Inspiring Older Readers

posted on 10 Feb 2018

Bullied by the Russians in the corner

Sometimes I take a look at my ‘to be read’ pile and ignore it in favour of a freestyling trawl through the shelves looking for anything that catches my eye. It’s usually at times like this that I stumble on The Russians. Safely tucked away together and hidden from sight by a less intimidating row of more congenial novels they sit, brooding away, waiting to be selected and always being passed over. Tolstoy, Dostoyevsky, Solzhenitsyn, Sholokhov, Turgenev – there they sit like monstrous brutes, biblio-bullies jeering at me for selecting something more delicate, more whimsical from the shelf in front. 

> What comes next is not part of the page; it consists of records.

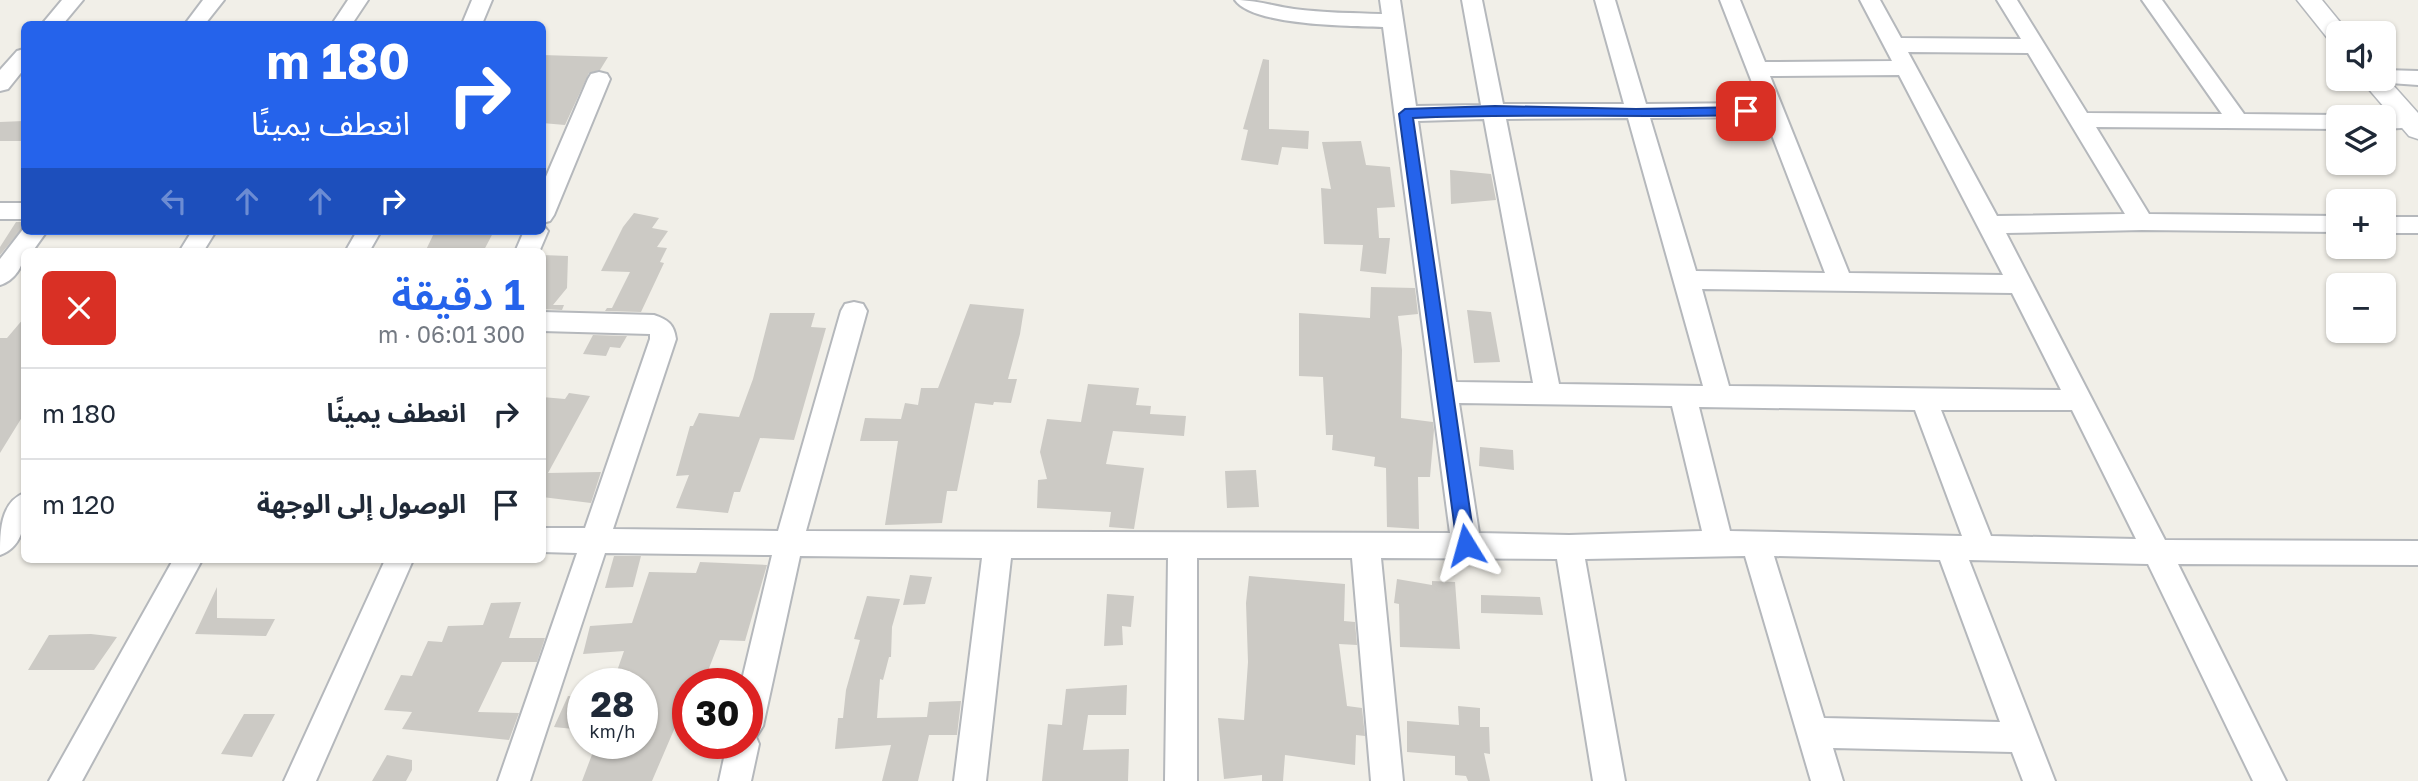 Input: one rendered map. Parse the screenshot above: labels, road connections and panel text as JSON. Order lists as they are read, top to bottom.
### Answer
{
  "page": {
    "map_buttons": ["+", "−"],
    "turn": ["180 m", "انعطف يمينًا"],
    "heading": ["1 دقيقة", "300 m · 06:01"],
    "list": [
      {
        "name": "انعطف يمينًا",
        "value": "180 m"
      },
      {
        "name": "الوصول إلى الوجهة",
        "value": "120 m"
      }
    ],
    "speed": "28 km/h",
    "limit": "30"
  }
} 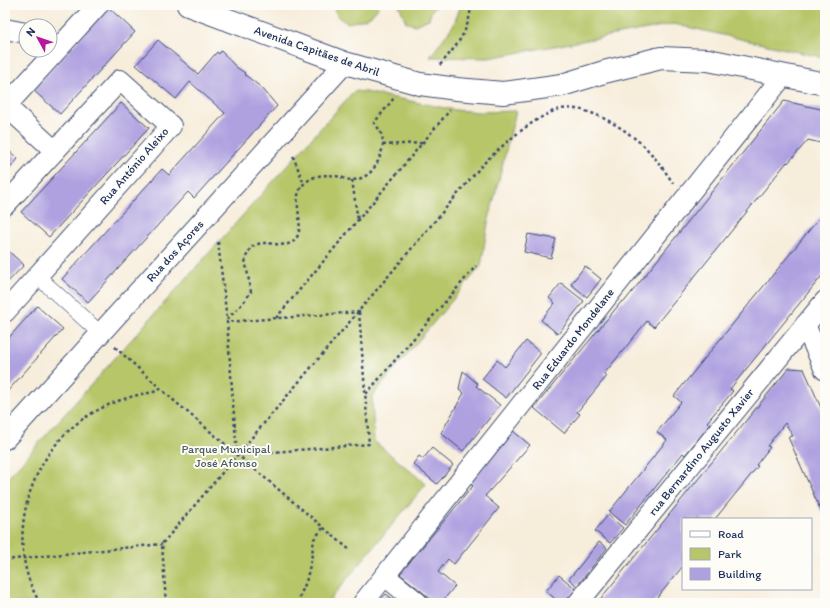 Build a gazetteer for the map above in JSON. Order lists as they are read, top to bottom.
{
  "streets": {
    "street": [
      "Avenida Capitães de Abril",
      "Rua António Aleixo",
      "Rua dos Açores",
      "Rua Eduardo Mondelane",
      "rua Bernardino Augusto Xavier"
    ]
  },
  "crossings": [
    ["Avenida Capitães de Abril", "Rua dos Açores"],
    ["Avenida Capitães de Abril", "Rua Eduardo Mondelane"]
  ],
  "parks": ["Parque Municipal José Afonso"],
  "legend": ["Road", "Park", "Building"],
  "north": "top left"
}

How did it come to this? Why, as I’ve got older, has it become more difficult to plunge into the works of these Russian masters? It’s not just their size – and many of them are really formidable – nor is it the fact that the Russian tradition of giving everyone the most hellish and mystifyingly complex combination of names is like entering a linguistic labyrinth.  It’s more to do with the sense of physical and spiritual austerity these authors conjure-up; just by opening the pages you feel the winter wind blowing across the vast Russian literary landscape bending the people into gnarled and flinty elemental creatures.

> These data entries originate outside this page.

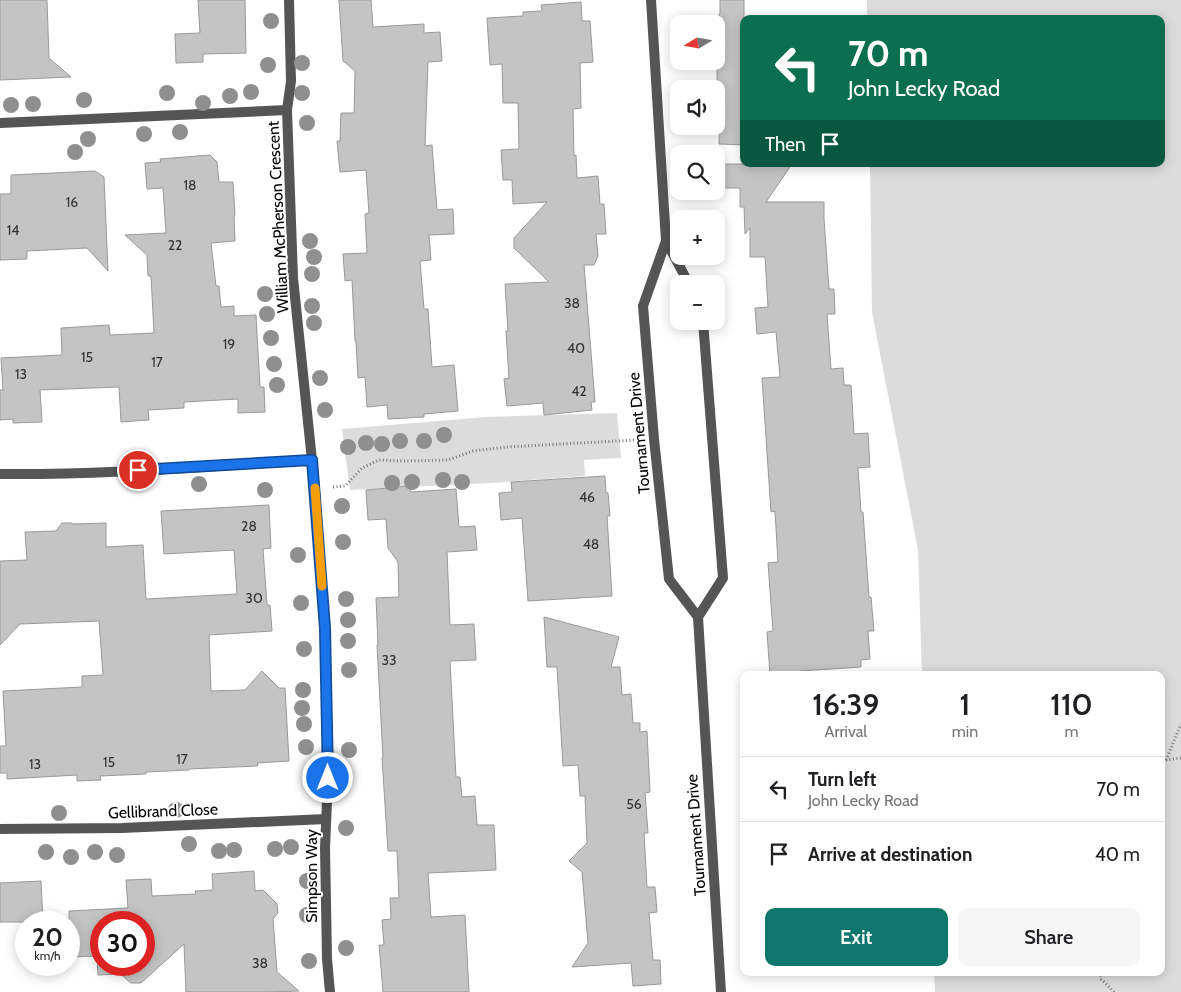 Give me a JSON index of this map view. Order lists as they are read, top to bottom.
{
  "streets": {
    "street": [
      "William McPherson Crescent",
      "Tournament Drive",
      "Gellibrand Close",
      "Simpson Way"
    ]
  },
  "crossings": [
    ["William McPherson Crescent", "Simpson Way"],
    ["Gellibrand Close", "Simpson Way"]
  ],
  "house_numbers": [
    "18",
    "16",
    "14",
    "22",
    "38",
    "19",
    "40",
    "15",
    "17",
    "13",
    "42",
    "46",
    "28",
    "48",
    "30",
    "33",
    "17",
    "15",
    "13",
    "56",
    "38"
  ],
  "north": "left",
  "page": {
    "map_buttons": ["+", "−"],
    "turn": ["70 m", "John Lecky Road"],
    "then": "Then",
    "eta": [
      "16:39",
      "Arrival",
      "1",
      "min",
      "110",
      "m"
    ],
    "list": [
      {
        "name": "Turn left",
        "note": "John Lecky Road",
        "value": "70 m"
      },
      {
        "name": "Arrive at destination",
        "value": "40 m"
      }
    ],
    "buttons": ["Exit", "Share"],
    "speed": "20 km/h",
    "limit": "30"
  }
}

Interestingly enough, those are the very characteristics that actually drew me to them as a younger reader in my early twenties. The sheer heroic scale of all things Russian felt like the reading equivalent of exploring the immense wilderness of the tundra. This kind of exploration of inhospitable environments is probably a young man’s thing and now as I approach my dotage the thought of setting off across the metaphorical wastes of the Steppes just fills me with a sort of doleful lethargy.

I’m also genuinely awestruck by the way the lives that these Russian authors have led has bled across into their books. You’re not going to find any primping, posturing, over-fed, luxury-addicted milksops here. This is man stuff and not an Aga-saga to be found. I remember being impressed by an article I read in The Guardian written by Daniel Kalder back in 2010 when he too noted just how hard  (in every sense) Russian authors can be:

Many years ago a friend made one of the most perceptive comments I have ever heard about Russian writers. "Yeah," he said, "they're profound and all that. But they're also incredibly hard. I mean, there's Pushkin: died in a duel. Lermontov: died in a duel. Tolstoy: fought in the Caucasus. Dostoevsky: sentenced to death, exiled to a Siberian prison camp. Solzhenitsyn: fought in the second world war, sent to the Gulag, survived cancer, defied the USSR …"

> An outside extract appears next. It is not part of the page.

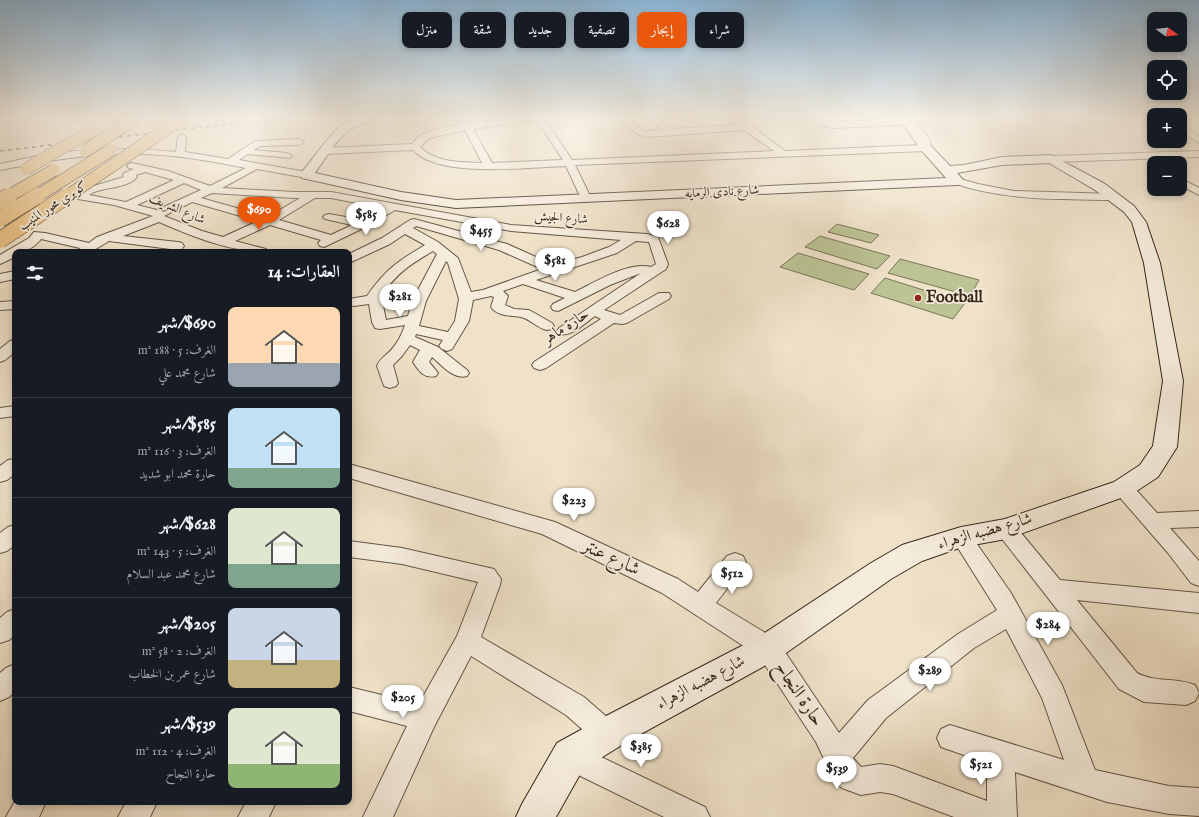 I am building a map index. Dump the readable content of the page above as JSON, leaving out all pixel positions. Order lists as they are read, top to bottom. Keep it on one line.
{"streets":{"highway":["كوبري محور المنيب"],"main road":["شارع نادى الرمايه","شارع هضبه الزهراء"],"street":["شارع الشريف","شارع الجيش","حارة ماهر","شارع عنتر","حارة النجاح"]},"crossings":[["شارع هضبه الزهراء","شارع عنتر"],["شارع هضبه الزهراء","حارة النجاح"],["شارع عنتر","حارة النجاح"]],"places":["Football"],"north":"right","page":{"map_buttons":["+","−"],"chip":["شراء","إيجار","تصفية","جديد","شقة","منزل"],"price":["$690","$585","$628","$455","$581","$281","$223","$512","$284","$289","$205","$385","$521","$539"],"heading":"العقارات: 14","list":[{"name":"$690/شهر","note":"الغرف: 5 · 188 m² · شارع محمد علي"},{"name":"$585/شهر","note":"الغرف: 3 · 116 m² · حارة محمد ابو شديد"},{"name":"$628/شهر","note":"الغرف: 5 · 143 m² · شارع محمد عبد السلام"},{"name":"$205/شهر","note":"الغرف: 2 · 58 m² · شارع عمر بن الخطاب"},{"name":"$539/شهر","note":"الغرف: 4 · 112 m² · حارة النجاح"}]}}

"Don't forget Griboyedov," I added. "Torn to pieces by angry Persians after he tried to save an Armenian eunuch. And Varlam Shalamov: Seventeen years in the Gulag."

"Yeah – and what have English authors done? Dickens? Who did he fight?"

So maybe the shelf of Russians waiting to be read again disturb me so much because they remind me of just how soft I’ve become in my reading. I need a strategy that won’t mean that I’ve got to make too much of a commitment and perhaps I can find my way back into them by taking the relatively gentle path of short stories? I’ve never read Gorky or Gogol for example – could one of them be the key?

I’ll let you know if my Russian odyssey bears fruit.